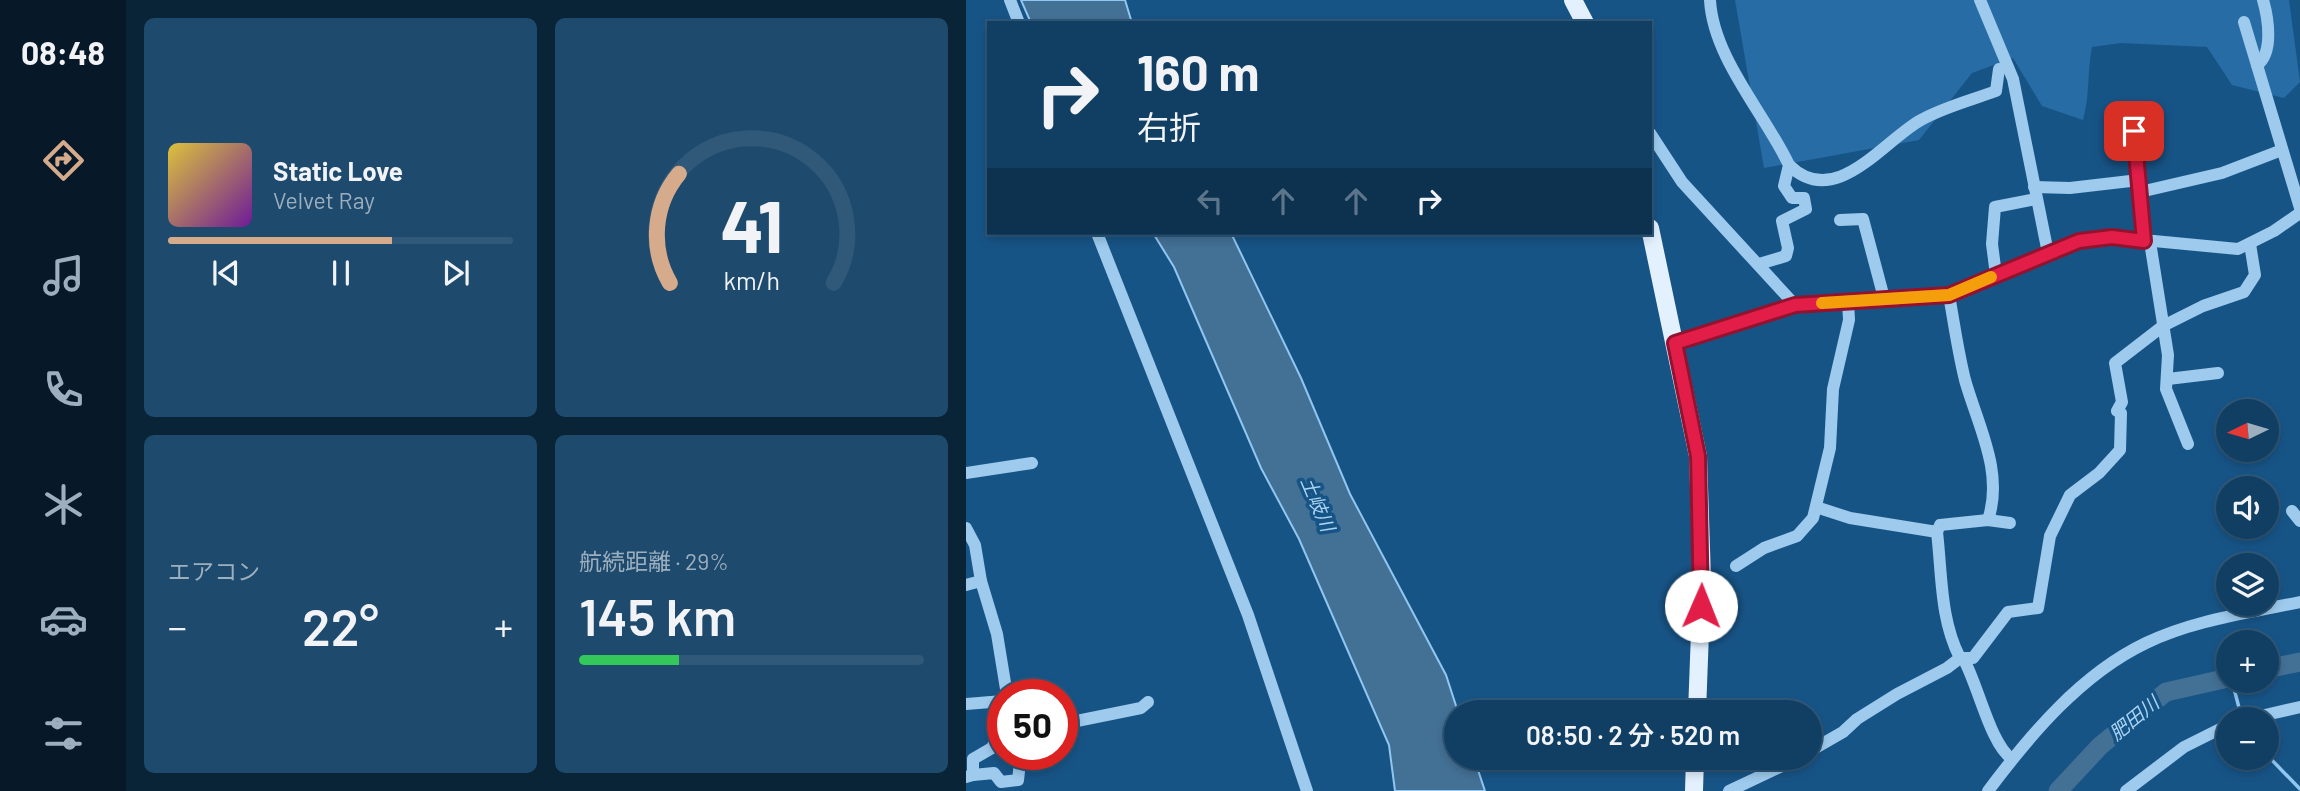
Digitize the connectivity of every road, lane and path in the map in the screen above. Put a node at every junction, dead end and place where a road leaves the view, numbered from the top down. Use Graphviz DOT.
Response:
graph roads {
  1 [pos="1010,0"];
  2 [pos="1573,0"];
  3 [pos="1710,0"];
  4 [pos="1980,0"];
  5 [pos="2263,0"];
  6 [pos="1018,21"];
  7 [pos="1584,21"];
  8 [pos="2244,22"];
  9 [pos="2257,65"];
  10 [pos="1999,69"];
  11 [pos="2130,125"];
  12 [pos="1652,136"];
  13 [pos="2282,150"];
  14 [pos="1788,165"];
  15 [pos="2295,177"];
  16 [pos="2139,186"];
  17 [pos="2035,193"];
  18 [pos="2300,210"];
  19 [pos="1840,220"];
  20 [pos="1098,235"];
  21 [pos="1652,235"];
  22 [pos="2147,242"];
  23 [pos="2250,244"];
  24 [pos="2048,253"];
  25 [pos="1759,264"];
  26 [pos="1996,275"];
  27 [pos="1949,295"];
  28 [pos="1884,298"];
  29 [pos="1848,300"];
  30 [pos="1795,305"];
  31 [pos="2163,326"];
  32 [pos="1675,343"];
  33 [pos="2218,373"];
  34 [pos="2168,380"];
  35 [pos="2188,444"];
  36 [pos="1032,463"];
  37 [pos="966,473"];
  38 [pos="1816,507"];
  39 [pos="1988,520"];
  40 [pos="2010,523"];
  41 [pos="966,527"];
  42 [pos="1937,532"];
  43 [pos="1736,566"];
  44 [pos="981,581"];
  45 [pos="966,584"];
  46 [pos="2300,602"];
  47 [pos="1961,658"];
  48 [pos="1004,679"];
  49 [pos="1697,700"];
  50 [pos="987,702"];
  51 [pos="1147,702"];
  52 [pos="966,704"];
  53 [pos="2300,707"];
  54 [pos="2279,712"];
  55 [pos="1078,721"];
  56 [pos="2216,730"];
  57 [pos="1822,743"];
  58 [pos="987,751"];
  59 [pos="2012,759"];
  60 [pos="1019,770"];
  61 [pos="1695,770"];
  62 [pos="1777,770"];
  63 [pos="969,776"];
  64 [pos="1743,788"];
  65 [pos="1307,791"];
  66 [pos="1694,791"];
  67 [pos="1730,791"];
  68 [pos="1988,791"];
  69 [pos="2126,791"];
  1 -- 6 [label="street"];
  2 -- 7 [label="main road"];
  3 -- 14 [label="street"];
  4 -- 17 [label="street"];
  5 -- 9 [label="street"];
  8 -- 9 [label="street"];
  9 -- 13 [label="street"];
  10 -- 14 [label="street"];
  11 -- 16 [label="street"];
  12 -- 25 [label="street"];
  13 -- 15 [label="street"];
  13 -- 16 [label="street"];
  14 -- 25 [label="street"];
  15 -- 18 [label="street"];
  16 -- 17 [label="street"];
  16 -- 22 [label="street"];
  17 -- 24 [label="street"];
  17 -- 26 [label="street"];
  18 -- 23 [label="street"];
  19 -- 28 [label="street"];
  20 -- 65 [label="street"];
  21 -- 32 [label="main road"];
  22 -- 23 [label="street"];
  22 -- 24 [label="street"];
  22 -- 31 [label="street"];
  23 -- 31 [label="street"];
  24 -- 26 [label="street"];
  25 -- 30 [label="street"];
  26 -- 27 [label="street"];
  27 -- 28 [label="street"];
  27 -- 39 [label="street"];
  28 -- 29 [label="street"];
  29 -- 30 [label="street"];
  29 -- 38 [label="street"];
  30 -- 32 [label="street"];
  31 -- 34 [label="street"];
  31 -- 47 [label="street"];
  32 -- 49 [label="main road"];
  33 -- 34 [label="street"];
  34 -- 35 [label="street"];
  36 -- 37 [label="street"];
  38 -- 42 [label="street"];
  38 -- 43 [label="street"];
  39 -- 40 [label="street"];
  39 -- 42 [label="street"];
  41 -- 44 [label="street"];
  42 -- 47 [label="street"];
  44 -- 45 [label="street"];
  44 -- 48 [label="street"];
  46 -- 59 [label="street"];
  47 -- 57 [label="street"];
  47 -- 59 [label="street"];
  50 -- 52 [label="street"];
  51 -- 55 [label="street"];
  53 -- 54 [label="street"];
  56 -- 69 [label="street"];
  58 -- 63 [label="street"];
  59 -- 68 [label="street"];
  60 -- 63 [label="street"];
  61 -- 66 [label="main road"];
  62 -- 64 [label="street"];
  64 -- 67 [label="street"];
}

Exercise details —
Copy out the whole listing exactly, and don't carry over any pictures.

Response to the task —
Digitize the connectivity of every road, lane and path in the map in the screen above. Put a node at every junction, dead end and place where a road leaves the view, numbered from the top down. Use Graphviz DOT.
Response:
graph roads {
  1 [pos="1010,0"];
  2 [pos="1573,0"];
  3 [pos="1710,0"];
  4 [pos="1980,0"];
  5 [pos="2263,0"];
  6 [pos="1018,21"];
  7 [pos="1584,21"];
  8 [pos="2244,22"];
  9 [pos="2257,65"];
  10 [pos="1999,69"];
  11 [pos="2130,125"];
  12 [pos="1652,136"];
  13 [pos="2282,150"];
  14 [pos="1788,165"];
  15 [pos="2295,177"];
  16 [pos="2139,186"];
  17 [pos="2035,193"];
  18 [pos="2300,210"];
  19 [pos="1840,220"];
  20 [pos="1098,235"];
  21 [pos="1652,235"];
  22 [pos="2147,242"];
  23 [pos="2250,244"];
  24 [pos="2048,253"];
  25 [pos="1759,264"];
  26 [pos="1996,275"];
  27 [pos="1949,295"];
  28 [pos="1884,298"];
  29 [pos="1848,300"];
  30 [pos="1795,305"];
  31 [pos="2163,326"];
  32 [pos="1675,343"];
  33 [pos="2218,373"];
  34 [pos="2168,380"];
  35 [pos="2188,444"];
  36 [pos="1032,463"];
  37 [pos="966,473"];
  38 [pos="1816,507"];
  39 [pos="1988,520"];
  40 [pos="2010,523"];
  41 [pos="966,527"];
  42 [pos="1937,532"];
  43 [pos="1736,566"];
  44 [pos="981,581"];
  45 [pos="966,584"];
  46 [pos="2300,602"];
  47 [pos="1961,658"];
  48 [pos="1004,679"];
  49 [pos="1697,700"];
  50 [pos="987,702"];
  51 [pos="1147,702"];
  52 [pos="966,704"];
  53 [pos="2300,707"];
  54 [pos="2279,712"];
  55 [pos="1078,721"];
  56 [pos="2216,730"];
  57 [pos="1822,743"];
  58 [pos="987,751"];
  59 [pos="2012,759"];
  60 [pos="1019,770"];
  61 [pos="1695,770"];
  62 [pos="1777,770"];
  63 [pos="969,776"];
  64 [pos="1743,788"];
  65 [pos="1307,791"];
  66 [pos="1694,791"];
  67 [pos="1730,791"];
  68 [pos="1988,791"];
  69 [pos="2126,791"];
  1 -- 6 [label="street"];
  2 -- 7 [label="main road"];
  3 -- 14 [label="street"];
  4 -- 17 [label="street"];
  5 -- 9 [label="street"];
  8 -- 9 [label="street"];
  9 -- 13 [label="street"];
  10 -- 14 [label="street"];
  11 -- 16 [label="street"];
  12 -- 25 [label="street"];
  13 -- 15 [label="street"];
  13 -- 16 [label="street"];
  14 -- 25 [label="street"];
  15 -- 18 [label="street"];
  16 -- 17 [label="street"];
  16 -- 22 [label="street"];
  17 -- 24 [label="street"];
  17 -- 26 [label="street"];
  18 -- 23 [label="street"];
  19 -- 28 [label="street"];
  20 -- 65 [label="street"];
  21 -- 32 [label="main road"];
  22 -- 23 [label="street"];
  22 -- 24 [label="street"];
  22 -- 31 [label="street"];
  23 -- 31 [label="street"];
  24 -- 26 [label="street"];
  25 -- 30 [label="street"];
  26 -- 27 [label="street"];
  27 -- 28 [label="street"];
  27 -- 39 [label="street"];
  28 -- 29 [label="street"];
  29 -- 30 [label="street"];
  29 -- 38 [label="street"];
  30 -- 32 [label="street"];
  31 -- 34 [label="street"];
  31 -- 47 [label="street"];
  32 -- 49 [label="main road"];
  33 -- 34 [label="street"];
  34 -- 35 [label="street"];
  36 -- 37 [label="street"];
  38 -- 42 [label="street"];
  38 -- 43 [label="street"];
  39 -- 40 [label="street"];
  39 -- 42 [label="street"];
  41 -- 44 [label="street"];
  42 -- 47 [label="street"];
  44 -- 45 [label="street"];
  44 -- 48 [label="street"];
  46 -- 59 [label="street"];
  47 -- 57 [label="street"];
  47 -- 59 [label="street"];
  50 -- 52 [label="street"];
  51 -- 55 [label="street"];
  53 -- 54 [label="street"];
  56 -- 69 [label="street"];
  58 -- 63 [label="street"];
  59 -- 68 [label="street"];
  60 -- 63 [label="street"];
  61 -- 66 [label="main road"];
  62 -- 64 [label="street"];
  64 -- 67 [label="street"];
}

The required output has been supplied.